Final Fantasy Tactics: Ivalice Chronicles İnceleme – Yenilikler ve Stratejik Derinlikler
Final Fantasy Tactics: Ivalice Chronicles incelemesinde, yenilikler ve stratejik derinlikler keşfedin. Oyun dünyasına yeni bir bakış açısı.
8 saat önce
Her oyuncunun daha önce sayısız kez tamamlamasına rağmen sürekli olarak geri dönmekten büyük keyif aldığı ve asla sıkılmadığı, yabancı dilde “Safe Zone” olarak adlandırılan oyunlar vardır. Benim için bu oyunlardan biri, orijinal Final Fantasy Tactics. PS1 döneminde tanıştığım bu oyun, bağımlılık yaratan bir hâl almış ve bu sefer Black Magic ile güçlü bir Knight, elemental gun kullanan Auto Potion’lu Chemist ve çift el yumruk atan Critical Heal’lı Monk yaratmayı hayal ederek en az 40 kez tamamladım. Hatta lise dönemimde arkadaşlarımla birlikte oynayabilmek için oyunun tüm karakter sınıflarına ait yeteneklerini not alıp bir mini masa oyunu haline getirmiştim. Bahsettiğim defter bile sanırım hâlâ duruyor. Son Jeton isimli dergide de bu oyunu incelemiştim. PS1’in en çok satan oyunlarından biri olmasına ve genel olarak mükemmel bir not almasına rağmen, Final Fantasy Tactics’in devamının gelmemiş olması oldukça garip. Elbette bazı devam oyunları çıkmıştı ama bunlar, orijinal oyunun tarzından uzak olduğu için gerçekten bir devam oyunu hissi vermemiş, sessiz sedasız bir şekilde geçmişti. GBA‘ya çıkan Final Fantasy Tactics Advance‘ı oynadığımda yaşadığım hayal kırıklığını hâlâ hatırlıyorum. PSP‘ye çıkan ve orijinal oyunun geliştirilmiş bir versiyonu olan The War of the Lions‘ı ise bu duruma dahil etmiyorum elbette. Ancak onun da bir devam oyunu olmadığını belirtmekte fayda var. Kısacası, benim için FFT devam oyunu açlığı tam 20 yıldır hiç dinmedi.

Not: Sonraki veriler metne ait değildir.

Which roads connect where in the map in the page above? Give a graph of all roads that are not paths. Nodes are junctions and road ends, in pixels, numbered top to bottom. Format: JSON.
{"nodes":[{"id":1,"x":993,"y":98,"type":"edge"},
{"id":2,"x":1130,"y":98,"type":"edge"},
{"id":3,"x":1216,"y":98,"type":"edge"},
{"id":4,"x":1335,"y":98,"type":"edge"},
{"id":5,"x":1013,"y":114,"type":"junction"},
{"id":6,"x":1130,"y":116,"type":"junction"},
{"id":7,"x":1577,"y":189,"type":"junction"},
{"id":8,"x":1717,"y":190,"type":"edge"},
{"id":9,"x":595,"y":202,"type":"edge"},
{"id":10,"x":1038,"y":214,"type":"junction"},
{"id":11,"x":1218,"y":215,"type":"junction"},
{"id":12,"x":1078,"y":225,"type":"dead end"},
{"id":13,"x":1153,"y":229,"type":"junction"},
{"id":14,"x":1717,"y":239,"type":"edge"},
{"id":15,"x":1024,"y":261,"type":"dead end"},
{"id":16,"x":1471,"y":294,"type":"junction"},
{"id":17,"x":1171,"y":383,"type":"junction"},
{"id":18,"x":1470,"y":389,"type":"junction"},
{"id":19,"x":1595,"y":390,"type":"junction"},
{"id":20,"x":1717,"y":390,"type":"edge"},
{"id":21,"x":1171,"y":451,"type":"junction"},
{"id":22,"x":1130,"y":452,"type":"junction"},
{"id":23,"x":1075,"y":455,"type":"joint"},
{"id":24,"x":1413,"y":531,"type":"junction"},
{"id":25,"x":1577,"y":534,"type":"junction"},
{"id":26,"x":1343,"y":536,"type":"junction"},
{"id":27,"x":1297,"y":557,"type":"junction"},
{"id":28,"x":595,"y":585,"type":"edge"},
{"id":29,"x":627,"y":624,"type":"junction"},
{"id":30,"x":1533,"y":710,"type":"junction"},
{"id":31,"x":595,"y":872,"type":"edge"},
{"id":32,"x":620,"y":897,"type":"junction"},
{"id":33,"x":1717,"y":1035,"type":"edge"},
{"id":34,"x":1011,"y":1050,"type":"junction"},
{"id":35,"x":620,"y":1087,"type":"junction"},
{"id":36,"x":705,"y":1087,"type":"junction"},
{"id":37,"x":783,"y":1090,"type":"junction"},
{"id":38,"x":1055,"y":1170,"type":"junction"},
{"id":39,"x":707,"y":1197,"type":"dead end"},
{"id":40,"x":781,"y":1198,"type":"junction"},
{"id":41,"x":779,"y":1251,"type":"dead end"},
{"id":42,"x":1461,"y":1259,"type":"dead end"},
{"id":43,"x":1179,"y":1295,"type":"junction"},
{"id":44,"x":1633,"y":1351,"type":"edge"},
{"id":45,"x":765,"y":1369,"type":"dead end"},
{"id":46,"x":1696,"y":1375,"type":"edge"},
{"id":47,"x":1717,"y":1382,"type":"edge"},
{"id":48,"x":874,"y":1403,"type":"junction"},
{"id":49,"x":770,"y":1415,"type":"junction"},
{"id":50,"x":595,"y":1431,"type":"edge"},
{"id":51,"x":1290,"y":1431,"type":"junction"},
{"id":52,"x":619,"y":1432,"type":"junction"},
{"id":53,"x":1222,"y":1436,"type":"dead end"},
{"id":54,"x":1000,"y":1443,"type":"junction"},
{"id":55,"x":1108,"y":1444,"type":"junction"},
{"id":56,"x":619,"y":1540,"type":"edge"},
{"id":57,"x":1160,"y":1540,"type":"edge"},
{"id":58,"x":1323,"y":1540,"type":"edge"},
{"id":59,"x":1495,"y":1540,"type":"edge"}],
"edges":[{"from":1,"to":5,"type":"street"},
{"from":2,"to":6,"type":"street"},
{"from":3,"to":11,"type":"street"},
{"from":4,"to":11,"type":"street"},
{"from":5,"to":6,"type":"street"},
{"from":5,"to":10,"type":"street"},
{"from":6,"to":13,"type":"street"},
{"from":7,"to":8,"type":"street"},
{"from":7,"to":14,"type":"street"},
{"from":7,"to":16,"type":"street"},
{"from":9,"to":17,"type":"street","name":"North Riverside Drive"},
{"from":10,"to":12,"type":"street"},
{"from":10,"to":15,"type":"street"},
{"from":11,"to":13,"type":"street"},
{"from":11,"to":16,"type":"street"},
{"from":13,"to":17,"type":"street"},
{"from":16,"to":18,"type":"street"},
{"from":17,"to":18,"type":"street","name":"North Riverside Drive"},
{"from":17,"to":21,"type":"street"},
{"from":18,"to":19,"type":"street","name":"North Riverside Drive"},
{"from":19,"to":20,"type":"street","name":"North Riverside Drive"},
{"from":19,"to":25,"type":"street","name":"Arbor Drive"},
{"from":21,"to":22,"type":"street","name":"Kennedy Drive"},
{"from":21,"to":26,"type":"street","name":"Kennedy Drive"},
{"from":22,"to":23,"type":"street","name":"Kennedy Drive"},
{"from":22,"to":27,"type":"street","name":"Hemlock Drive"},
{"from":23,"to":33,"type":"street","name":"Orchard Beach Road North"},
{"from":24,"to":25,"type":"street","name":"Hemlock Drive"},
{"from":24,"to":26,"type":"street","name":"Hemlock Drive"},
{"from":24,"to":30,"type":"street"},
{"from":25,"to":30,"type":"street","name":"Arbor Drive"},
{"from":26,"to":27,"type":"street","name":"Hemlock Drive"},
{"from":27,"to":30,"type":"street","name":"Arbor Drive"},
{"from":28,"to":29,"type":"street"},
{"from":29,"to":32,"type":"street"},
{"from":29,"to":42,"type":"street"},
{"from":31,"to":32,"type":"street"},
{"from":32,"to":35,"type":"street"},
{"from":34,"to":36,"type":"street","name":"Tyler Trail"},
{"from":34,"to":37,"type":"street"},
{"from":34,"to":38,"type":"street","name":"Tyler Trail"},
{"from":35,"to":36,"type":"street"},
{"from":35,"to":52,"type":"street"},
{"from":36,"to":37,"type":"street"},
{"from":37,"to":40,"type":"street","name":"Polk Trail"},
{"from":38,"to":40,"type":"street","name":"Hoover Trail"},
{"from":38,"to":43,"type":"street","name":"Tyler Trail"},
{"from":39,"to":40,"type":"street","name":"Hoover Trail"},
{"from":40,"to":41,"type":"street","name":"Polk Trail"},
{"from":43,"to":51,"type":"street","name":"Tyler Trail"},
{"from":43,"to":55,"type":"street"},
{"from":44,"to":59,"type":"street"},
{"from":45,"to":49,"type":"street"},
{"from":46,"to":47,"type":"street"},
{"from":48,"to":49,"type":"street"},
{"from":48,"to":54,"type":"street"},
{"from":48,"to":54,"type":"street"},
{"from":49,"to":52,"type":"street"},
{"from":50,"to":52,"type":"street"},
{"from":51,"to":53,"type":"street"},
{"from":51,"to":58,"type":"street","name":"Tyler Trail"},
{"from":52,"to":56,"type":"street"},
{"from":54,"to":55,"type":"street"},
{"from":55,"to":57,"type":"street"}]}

Geçtiğimiz 1-2 yıl içinde FFT’e bir remake yapıldığına dair haberler çıktığında oldukça sevinmiştim. Sonuçta, bir devam oyunu olmasa bile, oyunun modernleştirilmiş halini ilave içeriklerle deneyimleme düşüncesi beni fazlasıyla heyecanlandırmıştı. Ayrıca, oyun çok satarsa belki de bir devamı gelebilir düşüncesi peşimi bırakmıyordu. Ama ne yazık ki, üzerinde çalışılan şeyin bir remake değil, oyunun üzerinden geçilmiş bir Remaster hali olduğunu öğrendik. Yani bu durum beni The Ivalice Chronicles’ı oynamaktan alıkoyar mıydı? Asla!
NELER DEĞİŞTİ VE GELİŞTİ?

Neredeyse 30 yıllık, oldukça popüler bir oyunu baştan anlatmanın gereksiz olduğunu düşünüyorsunuzdur. O yüzden isterseniz The Ivalice Chronicles’ta nelerin değiştiğine odaklanalım. Oynanış bakımından, genel olarak orijinaline sadık kalsa da, modern oyuncuların hayatını kolaylaştıracak birçok açıdan elden geçirilmiş. Özellikle benim en çok kullandığım yenilik, ekranın sol kısmında hamle sırasını gösteren akış oldu. Bu menü sayesinde seçtiğiniz hamlenin ne zaman devreye gireceğini ve harita üzerindeki etki alanını görebiliyorsunuz. Örneğin, seçtiğiniz Summon büyüsü ne zaman aktif olacak, ne kadar can götürecek ve ne kadar alan kaplayacak gibi bilgileri görebiliyorsunuz. Özellikle Aim veya Magic gibi uzun şarj süresi olan yeteneklerin ve bu mekanizmanın karar verme sürecine olan büyük etkisi çok faydalı bir geliştirme. Ancak garip bir şekilde Jump yeteneklerinin ne zaman biteceğini bu akışta göremiyorsunuz. Öte yandan, orijinalinde de Ability seçim ekranında sağa bastığınızda çıkan bir hamle listesi vardı ama bunun yanında oldukça basit kalıyordu.
Bir diğer oldukça kullanışlı geliştirme, orijinal oyunda bulunmayan Move hamlesini iptal edebilme seçeneği oldu. Bu şekilde, eğer doğru bir yürüyüş hamlesi yapmadıysanız yeteneklerinizi kullanmamak için iptal edebiliyor ve yeniden seçim yapabiliyorsunuz. Ayrıca düşman birimlerin üzerine geldiğinizde de onların yürüme mesafesini görüp karar verebiliyorsunuz. Bu iki özellik, ufak gibi görünse de oyun stratejileri üzerinde oldukça büyük etkisi olan yenilikler. Özellikle de büyücü sınıfındaki karakterler için daha verimli hale geldi benim için. Ayrıca savaşları hızlandırabilme özelliğini oldukça fazla kullandım. R1’e basılı tutmanız halinde savaşlar hızlanıyor ve böylece niteliksiz olan rastgele savaşlar ya da seviye kasma sekanları daha katlanılabilir bir hâle geliyor. Suikoden HD Remaster’dan farklı olarak, savaşları hızlandırdığınızda müzikler de hızlanmıyor, aksi halde katlanılması zor olurdu.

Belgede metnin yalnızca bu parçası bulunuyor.